(Supplied data Opens)

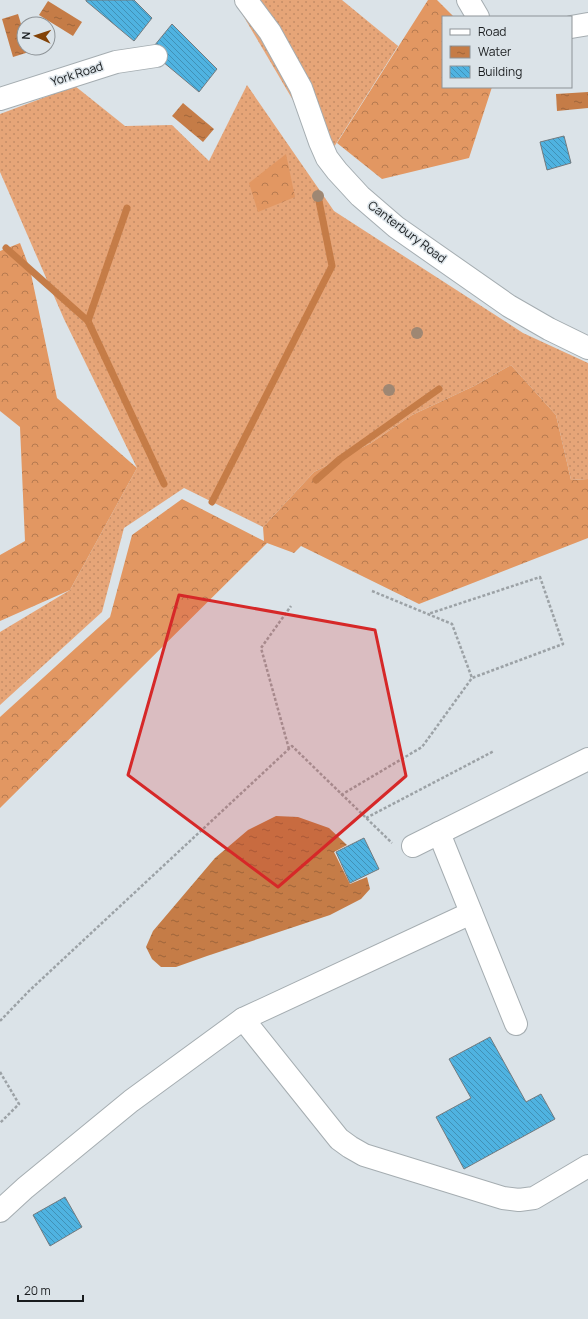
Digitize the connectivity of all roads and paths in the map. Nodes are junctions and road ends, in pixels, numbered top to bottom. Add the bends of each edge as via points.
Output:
1 (246, 0) edge
2 (468, 0) edge
3 (477, 16) edge
4 (588, 24) edge
5 (572, 27) edge
6 (156, 56) dead end
7 (0, 99) edge
8 (588, 348) edge
9 (372, 591) dead end
10 (291, 606) dead end
11 (428, 614) junction
12 (472, 678) junction
13 (289, 749) junction
14 (494, 751) dead end
15 (588, 760) edge
16 (342, 795) junction
17 (366, 818) junction
18 (439, 833) junction
19 (414, 846) joint
20 (471, 913) junction
21 (243, 1019) junction
22 (0, 1021) edge
23 (516, 1024) dead end
24 (0, 1072) edge
25 (0, 1122) edge
26 (588, 1166) edge
27 (0, 1211) edge

1 - 8 street, Canterbury Road via 270,32 301,88 327,158 360,196 396,227 509,306
2 - 3 street
4 - 5 street
6 - 7 street, York Road via 116,62
9 - 11 path
10 - 13 path via 261,648
11 - 12 path via 452,624
11 - 12 path via 540,577 563,644
12 - 16 path via 422,747
13 - 16 path via 292,746
13 - 22 path
14 - 17 path
15 - 18 street
16 - 17 path
17 - 19 path via 400,852
18 - 19 street
18 - 20 street
20 - 21 street
20 - 23 street
21 - 26 street via 339,1139 364,1155 503,1198 519,1200 534,1198
21 - 27 street via 131,1101 24,1188
24 - 25 path via 19,1104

(Supplied data Closes)

The records above must be output exactly, except for their pictures.

Digitize the connectivity of all roads and paths in the map. Nodes are junctions and road ends, in pixels, numbered top to bottom. Add the bends of each edge as via points.
Output:
1 (246, 0) edge
2 (468, 0) edge
3 (477, 16) edge
4 (588, 24) edge
5 (572, 27) edge
6 (156, 56) dead end
7 (0, 99) edge
8 (588, 348) edge
9 (372, 591) dead end
10 (291, 606) dead end
11 (428, 614) junction
12 (472, 678) junction
13 (289, 749) junction
14 (494, 751) dead end
15 (588, 760) edge
16 (342, 795) junction
17 (366, 818) junction
18 (439, 833) junction
19 (414, 846) joint
20 (471, 913) junction
21 (243, 1019) junction
22 (0, 1021) edge
23 (516, 1024) dead end
24 (0, 1072) edge
25 (0, 1122) edge
26 (588, 1166) edge
27 (0, 1211) edge

1 - 8 street, Canterbury Road via 270,32 301,88 327,158 360,196 396,227 509,306
2 - 3 street
4 - 5 street
6 - 7 street, York Road via 116,62
9 - 11 path
10 - 13 path via 261,648
11 - 12 path via 452,624
11 - 12 path via 540,577 563,644
12 - 16 path via 422,747
13 - 16 path via 292,746
13 - 22 path
14 - 17 path
15 - 18 street
16 - 17 path
17 - 19 path via 400,852
18 - 19 street
18 - 20 street
20 - 21 street
20 - 23 street
21 - 26 street via 339,1139 364,1155 503,1198 519,1200 534,1198
21 - 27 street via 131,1101 24,1188
24 - 25 path via 19,1104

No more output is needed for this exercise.